En Tunisie, la révolution est née d'une insulte et d'une claque assénée à un vendeur ambulant par une policière dans une ville de province, Sidi Bouzid. Mohamed Bouazizi, qui est mort après s'être immolé par le feu, aurait bien du mal à reconnaître son pays et sa région.

En Egypte, une marche pour protester contre la brutalité policière et le meurtre d'un militant Khaled Saïd, a donné le coup d'envoi à des manifestations qui ont eu raison du président Hosni Moubarak.

En Libye, c'est l'arrestation d'un militant des droits de l'homme à Benghazi qui a jeté le feu aux poudres alors qu'en Syrie, des manifestants pacifiques se sont rassemblés à Deraa pour demander la libération de 15 enfants, arrêtés pour avoir écrit des slogans en faveur de la liberté sur les murs.

Résultats : départ de deux dictateurs en Tunisie et en Egypte, un dirigeant soumis à rude épreuve en Libye, les jours au pouvoir semblent comptés pour le président du Yémen et le trône de plusieurs dirigeants arabes commence à chanceler.

Ces Etats n'ont pas seulement en commun des situations économiques et sociales.
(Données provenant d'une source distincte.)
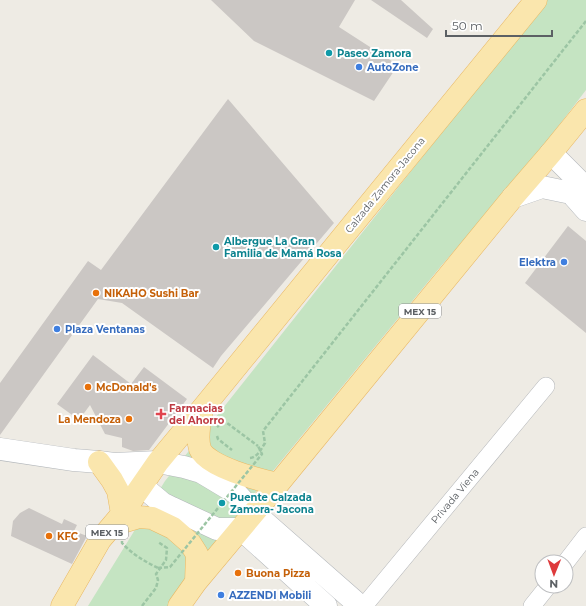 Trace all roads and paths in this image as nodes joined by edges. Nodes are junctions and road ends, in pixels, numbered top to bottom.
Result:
1 (536, 0) edge
2 (586, 21) edge
3 (586, 110) edge
4 (551, 153) junction
5 (586, 188) edge
6 (513, 197) junction
7 (586, 210) edge
8 (546, 386) dead end
9 (202, 409) junction
10 (216, 428) dead end
11 (216, 434) dead end
12 (0, 449) edge
13 (237, 453) dead end
14 (248, 458) dead end
15 (158, 462) junction
16 (106, 463) junction
17 (278, 484) junction
18 (142, 486) junction
19 (247, 520) junction
20 (119, 526) junction
21 (586, 536) edge
22 (156, 541) dead end
23 (572, 554) edge
24 (196, 582) junction
25 (542, 594) edge
26 (62, 606) edge
27 (142, 606) edge
28 (179, 606) edge
29 (326, 606) edge
30 (360, 606) edge
31 (364, 606) edge
32 (532, 606) edge

1 - 9 main road, Calzada Zamora-Jacona / MEX 15
2 - 14 path
3 - 4 main road, MEX 15
4 - 5 street
4 - 6 main road, MEX 15
6 - 7 street
6 - 17 main road, MEX 15
8 - 31 street, Privada Viena
9 - 15 main road, Calzada Zamora-Jacona / MEX 15
9 - 17 main road
10 - 20 path, bridge
11 - 13 path
12 - 16 street
15 - 16 street
15 - 18 main road, MEX 15
15 - 19 street
16 - 18 street
16 - 20 main road
17 - 19 main road, MEX 15
18 - 19 street
18 - 20 main road, MEX 15
19 - 24 main road, MEX 15
19 - 29 street
19 - 30 street
20 - 24 main road
20 - 26 main road, MEX 15
21 - 23 street
22 - 27 path
24 - 28 main road, MEX 15
25 - 32 street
Ils partagent une langue et une culture qui leur a donné envie de reproduire les révolutions tunisienne et égyptienne. Et ce ne sont pas les concessions accordées jusqu'à présent qui semblent être en mesure de faire taire les appels au changement.

"Il ne s'agit pas seulement de pain, de beurre ou d'emplois. C'est plus que ça. Il s'agit de liberté dans la société, il s'agit d'avoir un gouvernement représentatif. Les gens veulent avoir leur mot à dire sur la manière dont les pays sont dirigés et comment leur société est gérée", explique Fawaz Gerges.

Les anciennes révolutions ont porté au pouvoir des dirigeants qui avaient promis le changement. Mais la plupart d'entre eux ont fini par établir leur propre dynastie et se sont maintenus aux pouvoir en réprimant les manifestations et en n'hésitant pas à torturer et à arrêter arbitrairement les opposants, via une police secrète.

L'apparition de divisions au sommet de l'Etat, constatés en Egypte ou au Yémen, où des membres de l'armée ont rejoint les manifestants, pourrait constituer une nouvelle difficulté pour les dirigeants arabes.

Certains observateurs estiment que la Syrie va suivre le même chemin que le Yémen. Un analyste, familier des structures du pouvoir en Syrie, indique que la répression des manifestations à Deraa, dans le sud du pays, pourrait semer la division entre le président Bachar al Assad, qui a déjà fait quelques concessions, et son frère Maher, réputé plus radical.

"Le massacre de Deraa franchit une ligne qu'il est difficile de refranchir par la suite. Il y a une haine énorme", estime-t-il. "Est-ce que la politique de main de fer va se heurter à la volonté de fer de la rébellion comme ce fut le cas en Tunisie, en Egypte et maintenant au Yémen? S'ils continuent à tuer des gens, ils sont en danger."